How to Deal with Difficult People
Many times, the person who is upset or out of control is so because they feel as though others do not understand or are ignoring their needs. Listening, instead of responding or provoking them, gives them a chance to air their grievances, to tell you what the problem is, and to be heard. Just the act of “letting it out” can often calm them down and enable them to engage in a more productive conversation with you. Plus, by listening, you gain valuable insight into the situation that can help you deescalate.
Remember What You Can Control
In any situation, it is essential to remember what you can and cannot control. You can’t control their actions, words, or emotions, but you can manage your own. You can regulate your emotional response, choose your words, and respond with kindness. If they are upset over something that is outside of your influence, you can’t control that either, so you should not accept the weight of their distress because it was not due to you. Focus on what you can control, and the whole situation will feel more manageable.
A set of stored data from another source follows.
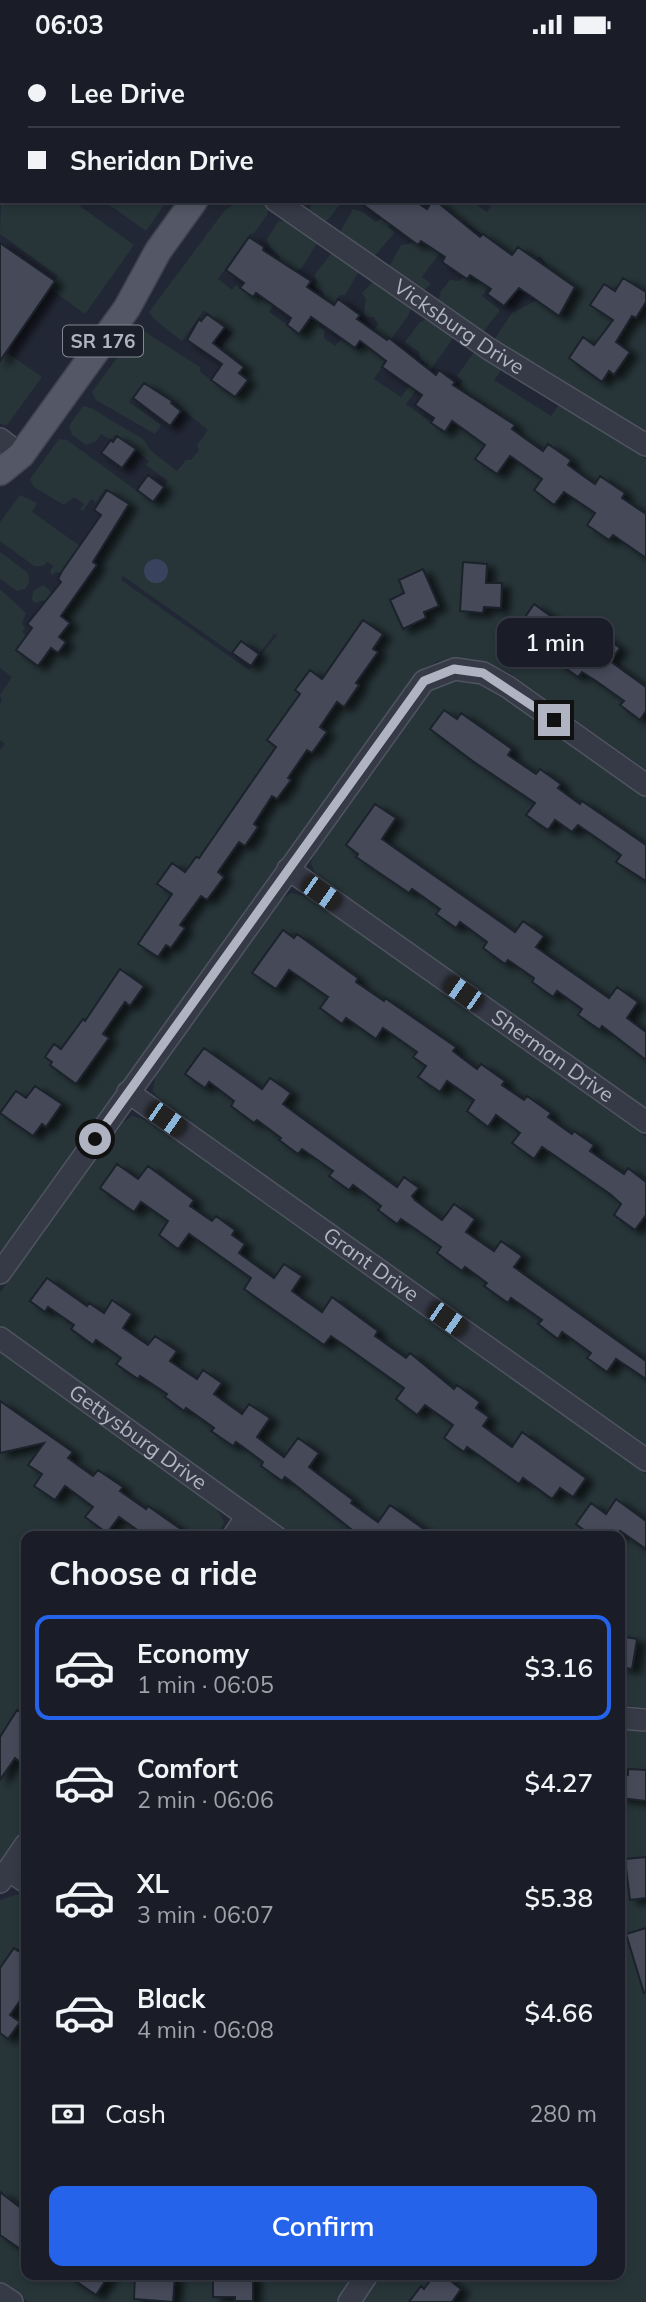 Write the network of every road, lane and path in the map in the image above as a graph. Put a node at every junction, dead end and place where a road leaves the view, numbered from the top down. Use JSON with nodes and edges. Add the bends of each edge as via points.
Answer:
{"nodes":[{"id":1,"x":193,"y":203,"type":"edge"},
{"id":2,"x":279,"y":203,"type":"edge"},
{"id":3,"x":0,"y":439,"type":"edge"},
{"id":4,"x":643,"y":439,"type":"edge"},
{"id":5,"x":21,"y":455,"type":"junction"},
{"id":6,"x":0,"y":472,"type":"edge"},
{"id":7,"x":646,"y":785,"type":"edge"},
{"id":8,"x":288,"y":869,"type":"junction"},
{"id":9,"x":128,"y":1092,"type":"junction"},
{"id":10,"x":646,"y":1122,"type":"edge"},
{"id":11,"x":0,"y":1273,"type":"edge"},
{"id":12,"x":0,"y":1338,"type":"edge"},
{"id":13,"x":646,"y":1460,"type":"edge"},
{"id":14,"x":247,"y":1516,"type":"junction"},
{"id":15,"x":237,"y":1531,"type":"edge"},
{"id":16,"x":268,"y":1531,"type":"edge"},
{"id":17,"x":625,"y":1718,"type":"edge"},
{"id":18,"x":646,"y":1720,"type":"edge"},
{"id":19,"x":21,"y":1851,"type":"edge"},
{"id":20,"x":4,"y":1876,"type":"edge"},
{"id":21,"x":21,"y":1881,"type":"edge"},
{"id":22,"x":364,"y":2280,"type":"edge"},
{"id":23,"x":0,"y":2294,"type":"edge"},
{"id":24,"x":12,"y":2302,"type":"edge"},
{"id":25,"x":349,"y":2302,"type":"edge"}],
"edges":[{"from":1,"to":5,"type":"main road","number":"SR 176","via":[[158,251],[127,308]]},
{"from":2,"to":4,"type":"street","name":"Vicksburg Drive","via":[[489,349]]},
{"from":3,"to":5,"type":"street"},
{"from":5,"to":6,"type":"main road","number":"SR 176"},
{"from":7,"to":8,"type":"street","via":[[508,687],[483,673],[454,669],[424,681]]},
{"from":8,"to":9,"type":"street"},
{"from":8,"to":10,"type":"street","name":"Sherman Drive"},
{"from":9,"to":11,"type":"street"},
{"from":9,"to":13,"type":"street","name":"Grant Drive"},
{"from":12,"to":14,"type":"street","name":"Gettysburg Drive"},
{"from":14,"to":15,"type":"street"},
{"from":14,"to":16,"type":"street","name":"Gettysburg Drive"},
{"from":17,"to":18,"type":"street"},
{"from":19,"to":20,"type":"street"},
{"from":20,"to":21,"type":"street"},
{"from":22,"to":25,"type":"street"},
{"from":23,"to":24,"type":"street"}]} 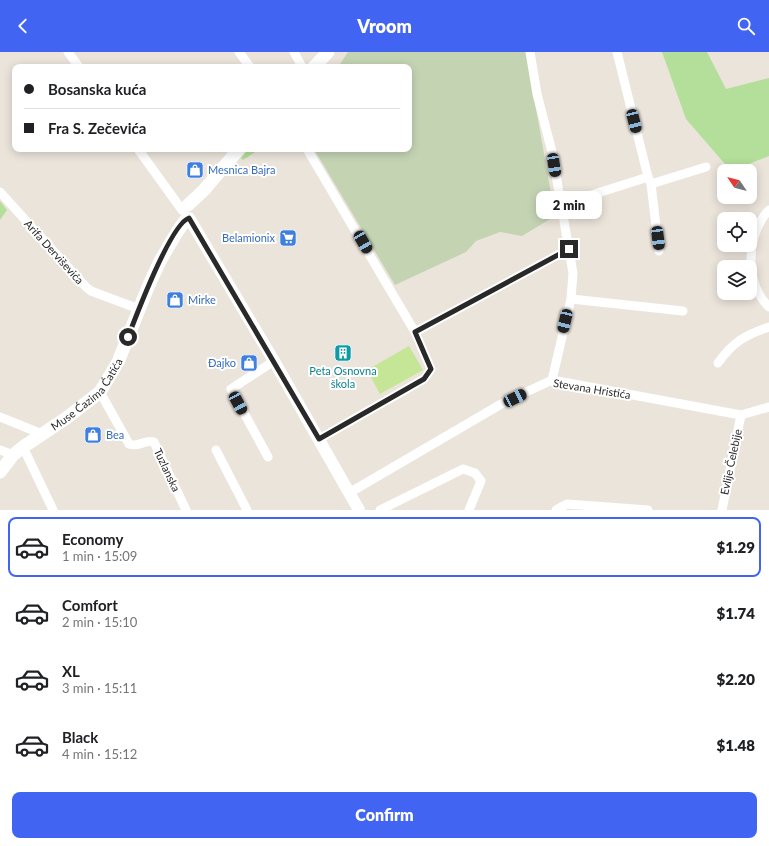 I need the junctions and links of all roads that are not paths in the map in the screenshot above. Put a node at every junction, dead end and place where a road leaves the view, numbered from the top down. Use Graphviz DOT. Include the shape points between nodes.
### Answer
graph roads {
  1 [pos="68,52"];
  2 [pos="75,52"];
  3 [pos="239,52"];
  4 [pos="294,52"];
  5 [pos="328,52"];
  6 [pos="530,52"];
  7 [pos="617,52"];
  8 [pos="77,64"];
  9 [pos="84,64"];
  10 [pos="248,64"];
  11 [pos="300,64"];
  12 [pos="317,64"];
  13 [pos="140,152"];
  14 [pos="146,152"];
  15 [pos="236,152"];
  16 [pos="309,152"];
  17 [pos="706,167"];
  18 [pos="650,180"];
  19 [pos="0,192"];
  20 [pos="560,205"];
  21 [pos="769,210"];
  22 [pos="189,214"];
  23 [pos="569,249"];
  24 [pos="659,251"];
  25 [pos="571,299"];
  26 [pos="769,307"];
  27 [pos="139,309"];
  28 [pos="683,311"];
  29 [pos="769,326"];
  30 [pos="415,332"];
  31 [pos="274,361"];
  32 [pos="718,363"];
  33 [pos="552,380"];
  34 [pos="100,392"];
  35 [pos="769,407"];
  36 [pos="741,414"];
  37 [pos="0,417"];
  38 [pos="42,434"];
  39 [pos="319,439"];
  40 [pos="0,450"];
  41 [pos="216,450"];
  42 [pos="18,451"];
  43 [pos="268,457"];
  44 [pos="0,472"];
  45 [pos="350,493"];
  46 [pos="53,510"];
  47 [pos="186,510"];
  48 [pos="247,510"];
  49 [pos="359,510"];
  50 [pos="380,510"];
  51 [pos="469,510"];
  52 [pos="556,510"];
  53 [pos="648,510"];
  54 [pos="722,510"];
  1 -- 8 [label="street"];
  2 -- 9 [label="street"];
  3 -- 10 [label="street"];
  4 -- 11 [label="street"];
  5 -- 12 [label="main road"];
  6 -- 20 [label="street" via="537,94 552,152"];
  7 -- 18 [label="street"];
  13 -- 22 [label="street"];
  14 -- 22 [label="street"];
  15 -- 22 [label="main road, Muse Ćazima Ćatića" via="204,190"];
  16 -- 30 [label="street"];
  17 -- 18 [label="street"];
  18 -- 20 [label="street"];
  18 -- 24 [label="street"];
  19 -- 27 [label="street, Arifa Derviševića" via="91,291"];
  20 -- 23 [label="street"];
  21 -- 26 [label="street" via="754,236 750,253 753,278"];
  22 -- 27 [label="main road, Muse Ćazima Ćatića" via="160,261"];
  22 -- 31 [label="street"];
  23 -- 25 [label="street" via="573,273"];
  23 -- 30 [label="street"];
  25 -- 28 [label="street"];
  25 -- 33 [label="street"];
  27 -- 34 [label="main road, Muse Ćazima Ćatića" via="118,362"];
  29 -- 32 [label="street" via="744,336"];
  30 -- 39 [label="street" via="431,369 424,379"];
  31 -- 39 [label="street"];
  31 -- 43 [label="street" via="231,389"];
  33 -- 36 [label="street, Stevana Hristića"];
  33 -- 45 [label="street, Stevana Hristića" via="503,403"];
  34 -- 38 [label="main road, Muse Ćazima Ćatića"];
  34 -- 47 [label="street, Tuzlanska" via="129,444 134,446 148,441 154,442"];
  35 -- 36 [label="street"];
  36 -- 54 [label="street, Evlije Čelebije"];
  37 -- 38 [label="street"];
  38 -- 42 [label="main road, Muse Ćazima Ćatića"];
  39 -- 45 [label="street"];
  40 -- 42 [label="street"];
  41 -- 48 [label="street"];
  42 -- 44 [label="main road, Muse Ćazima Ćatića"];
  42 -- 46 [label="street"];
  45 -- 49 [label="street"];
  50 -- 51 [label="street" via="464,468 475,473 481,481"];
  52 -- 53 [label="street" via="567,504"];
}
The calmer you are, the more likely the other person is to remain calm or to simmer down after their initial blowup. They will take their cue from your energy, and the longer you remain calm, the more likely the situation is to stay in control. And the more in control you are of yourself, the more they will be able to respect you and hear what you have to say.
Find Common Ground
Building a rapport with the other person can be helpful, so start with what you have in common. Identify with their frustration or perception. Tell them how you have experienced something similar in the past. Ask them to help you resolve the conflict by working together. Explain what you can do for them and see if they have ideas for other ways to fix the problem that are within your control. Work together when possible to resolve the situation.
Enlist the Help of Others
You may not know how to handle every tricky situation, so it is okay to ask for help or advice. When you are dealing with a difficult person, especially someone you see every day or work with, talking with colleagues, supervisors, and others about your situation may give you insight that you had not considered. They may have different perspectives because they see both of you differently than you see yourselves. Be sure to listen to what others have to say and to take this into consideration.
Admit When You Are Wrong
Sometimes, the other person is being difficult because you made a mistake or did something that affected them. When you are in the wrong, be sure to admit it and offer to atone for your error. Being the bigger person and admitting your mistake will go a long way toward diffusing the situation and rebuilding trust between you two for the future.